FP: The consistency of the ice and the fact that they are often located in beautiful, untouched landscapes. Their majesty, their material. The fact that you have to walk many days and kilometers to reach them. The thin air, the effort required to reach them, the respect you must have for them. It is hard to explain why a glacier is so beautiful; its size and dynamics give it a special presence that you feel when you are close to it. They make you feel small.
EH: What does a glacier actually smell and sound like?
FP: You smell the thin air in the mountains. There is purity, visually and in all the senses. You can hear the sound of mountains: rock and water. Clean ice glaciers sound different from glaciers covered with debris. It’s a very particular sound, hearing the rocks shifting and colliding under your feet as you walk on them. Walking on rolling stones requires concentration and balance, it is like a meditation. When you walk on the ice with crampons, you also hear the thinnest ice on the surface being crushed by the crampon spikes. Sometimes we hear avalanches from higher glaciers bringing snow down into the valley. The air in the mountains smells fresh—and it’s usually very cold!

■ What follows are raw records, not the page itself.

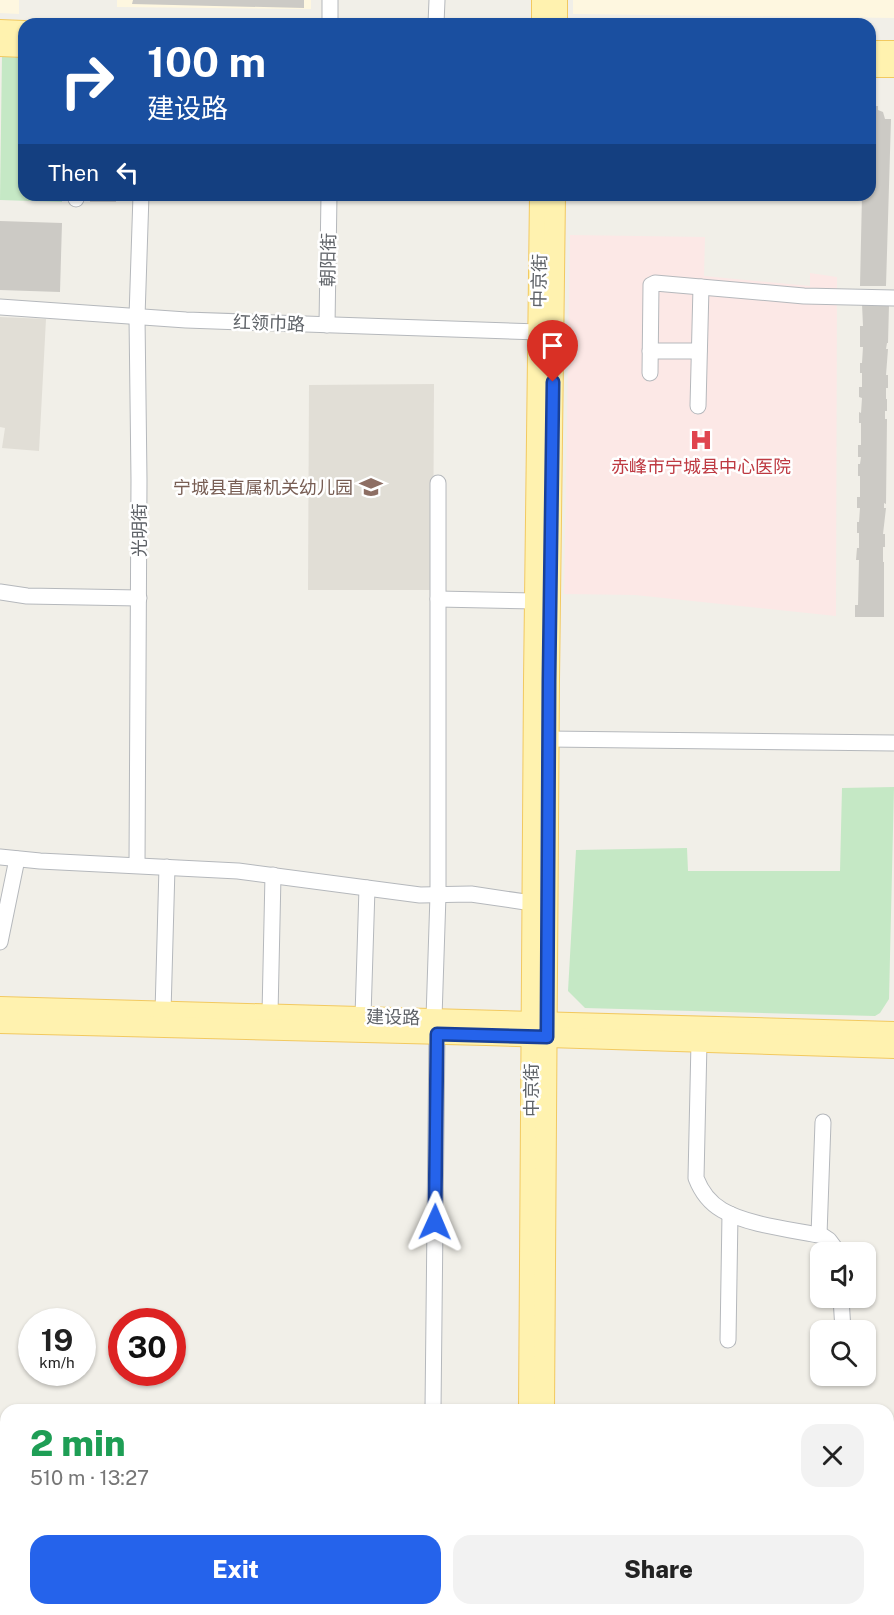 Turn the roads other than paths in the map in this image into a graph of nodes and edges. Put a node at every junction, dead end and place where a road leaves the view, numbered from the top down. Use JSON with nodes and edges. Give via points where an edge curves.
{"nodes":[{"id":1,"x":330,"y":0,"type":"edge"},
{"id":2,"x":436,"y":0,"type":"edge"},
{"id":3,"x":542,"y":0,"type":"edge"},
{"id":4,"x":557,"y":0,"type":"edge"},
{"id":5,"x":330,"y":18,"type":"edge"},
{"id":6,"x":436,"y":18,"type":"edge"},
{"id":7,"x":542,"y":18,"type":"edge"},
{"id":8,"x":557,"y":18,"type":"edge"},
{"id":9,"x":0,"y":30,"type":"edge"},
{"id":10,"x":18,"y":31,"type":"edge"},
{"id":11,"x":0,"y":46,"type":"edge"},
{"id":12,"x":18,"y":47,"type":"edge"},
{"id":13,"x":876,"y":51,"type":"edge"},
{"id":14,"x":894,"y":51,"type":"edge"},
{"id":15,"x":876,"y":67,"type":"edge"},
{"id":16,"x":894,"y":67,"type":"edge"},
{"id":17,"x":141,"y":201,"type":"edge"},
{"id":18,"x":328,"y":201,"type":"edge"},
{"id":19,"x":540,"y":201,"type":"edge"},
{"id":20,"x":555,"y":201,"type":"edge"},
{"id":21,"x":701,"y":287,"type":"junction"},
{"id":22,"x":894,"y":298,"type":"edge"},
{"id":23,"x":0,"y":307,"type":"edge"},
{"id":24,"x":138,"y":317,"type":"junction"},
{"id":25,"x":327,"y":325,"type":"junction"},
{"id":26,"x":539,"y":332,"type":"junction"},
{"id":27,"x":650,"y":351,"type":"junction"},
{"id":28,"x":699,"y":351,"type":"junction"},
{"id":29,"x":650,"y":373,"type":"dead end"},
{"id":30,"x":698,"y":406,"type":"dead end"},
{"id":31,"x":438,"y":483,"type":"dead end"},
{"id":32,"x":0,"y":592,"type":"edge"},
{"id":33,"x":139,"y":598,"type":"junction"},
{"id":34,"x":438,"y":599,"type":"junction"},
{"id":35,"x":535,"y":601,"type":"junction"},
{"id":36,"x":548,"y":739,"type":"junction"},
{"id":37,"x":894,"y":743,"type":"edge"},
{"id":38,"x":0,"y":857,"type":"edge"},
{"id":39,"x":17,"y":859,"type":"junction"},
{"id":40,"x":137,"y":865,"type":"junction"},
{"id":41,"x":167,"y":867,"type":"junction"},
{"id":42,"x":273,"y":875,"type":"junction"},
{"id":43,"x":367,"y":888,"type":"junction"},
{"id":44,"x":438,"y":895,"type":"junction"},
{"id":45,"x":532,"y":903,"type":"junction"},
{"id":46,"x":0,"y":942,"type":"edge"},
{"id":47,"x":0,"y":1006,"type":"edge"},
{"id":48,"x":163,"y":1012,"type":"junction"},
{"id":49,"x":270,"y":1014,"type":"junction"},
{"id":50,"x":363,"y":1016,"type":"junction"},
{"id":51,"x":0,"y":1023,"type":"edge"},
{"id":52,"x":435,"y":1026,"type":"junction"},
{"id":53,"x":539,"y":1029,"type":"junction"},
{"id":54,"x":894,"y":1032,"type":"edge"},
{"id":55,"x":699,"y":1042,"type":"junction"},
{"id":56,"x":894,"y":1048,"type":"edge"},
{"id":57,"x":823,"y":1122,"type":"dead end"},
{"id":58,"x":730,"y":1214,"type":"junction"},
{"id":59,"x":819,"y":1235,"type":"junction"},
{"id":60,"x":830,"y":1242,"type":"edge"},
{"id":61,"x":728,"y":1340,"type":"dead end"},
{"id":62,"x":433,"y":1404,"type":"edge"},
{"id":63,"x":529,"y":1404,"type":"edge"},
{"id":64,"x":544,"y":1404,"type":"edge"}],
"edges":[{"from":1,"to":5,"type":"street"},
{"from":2,"to":6,"type":"street"},
{"from":3,"to":7,"type":"main road"},
{"from":4,"to":8,"type":"main road"},
{"from":9,"to":10,"type":"main road"},
{"from":11,"to":12,"type":"main road"},
{"from":13,"to":14,"type":"main road"},
{"from":15,"to":16,"type":"main road"},
{"from":17,"to":24,"type":"street","name":"光明街"},
{"from":18,"to":25,"type":"street","name":"朝阳街"},
{"from":19,"to":26,"type":"main road","name":"中京街"},
{"from":20,"to":36,"type":"main road","name":"中京街"},
{"from":21,"to":22,"type":"street","via":[[804,296]]},
{"from":21,"to":27,"type":"street","via":[[651,285]]},
{"from":21,"to":28,"type":"street"},
{"from":23,"to":24,"type":"street","name":"红领巾路"},
{"from":24,"to":25,"type":"street","name":"红领巾路"},
{"from":24,"to":33,"type":"street","name":"光明街"},
{"from":25,"to":26,"type":"street","name":"红领巾路"},
{"from":26,"to":35,"type":"main road","name":"中京街"},
{"from":27,"to":28,"type":"street"},
{"from":27,"to":29,"type":"street"},
{"from":28,"to":30,"type":"street"},
{"from":31,"to":34,"type":"street"},
{"from":32,"to":33,"type":"street"},
{"from":33,"to":40,"type":"street","name":"光明街"},
{"from":34,"to":35,"type":"street"},
{"from":34,"to":44,"type":"street"},
{"from":35,"to":45,"type":"main road","name":"中京街"},
{"from":36,"to":37,"type":"street"},
{"from":36,"to":53,"type":"main road","name":"中京街"},
{"from":38,"to":39,"type":"street"},
{"from":39,"to":40,"type":"street"},
{"from":39,"to":46,"type":"street"},
{"from":40,"to":41,"type":"street"},
{"from":41,"to":42,"type":"street"},
{"from":41,"to":48,"type":"street"},
{"from":42,"to":43,"type":"street"},
{"from":42,"to":49,"type":"street"},
{"from":43,"to":44,"type":"street"},
{"from":43,"to":50,"type":"street"},
{"from":44,"to":45,"type":"street","via":[[471,894]]},
{"from":44,"to":52,"type":"street"},
{"from":45,"to":53,"type":"main road","name":"中京街"},
{"from":47,"to":48,"type":"main road","name":"建设路"},
{"from":48,"to":49,"type":"main road","name":"建设路"},
{"from":49,"to":50,"type":"main road","name":"建设路"},
{"from":50,"to":52,"type":"main road","name":"建设路"},
{"from":51,"to":52,"type":"main road","name":"建设路"},
{"from":52,"to":53,"type":"main road","name":"建设路"},
{"from":52,"to":62,"type":"street"},
{"from":53,"to":54,"type":"main road","name":"建设路"},
{"from":53,"to":55,"type":"main road","name":"建设路"},
{"from":53,"to":63,"type":"main road","name":"中京街"},
{"from":53,"to":64,"type":"main road","name":"中京街"},
{"from":55,"to":56,"type":"main road","name":"建设路"},
{"from":55,"to":58,"type":"street","via":[[696,1178],[700,1189],[716,1206]]},
{"from":57,"to":59,"type":"street"},
{"from":58,"to":59,"type":"street"},
{"from":58,"to":61,"type":"street"},
{"from":59,"to":60,"type":"street"}]}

EH: Does a glacier melt one’s ego?
FP: Yes, glaciers certainly inspire a sort of humility in me. I have been at many places of excellence, and the Institute of Science and Technology Austria (ISTA) is one of them, full of great scientists, but scientists are often in a bubble, and a world of competition can feed your ego. It’s important to me to step outside of it from time to time and reconnect with our surroundings to protect the mountains. Mountains teach you humility and inspire you to act to protect them.
“There's now pizza and Coca-Cola at 3,000 meters in Nepal.”
EH: In Austria, a climate protection association organized a funeral on the Grossglockner in autumn 2023, where the Pasterze is in the process of losing its tongue. At around eight kilometers long, it is the largest glacier in Austria. Are you also mourning the loss of glaciers?
FP: When I study glaciers on-site, I feel very close to them. And naturally, when I am there, all I see is beauty. At that moment, I don’t feel any loss myself; they are just too vast, mighty and beautiful. But I grieve about the planet and its current state, and I grieve when I compare photos or data that show glaciers are getting smaller and “dying”.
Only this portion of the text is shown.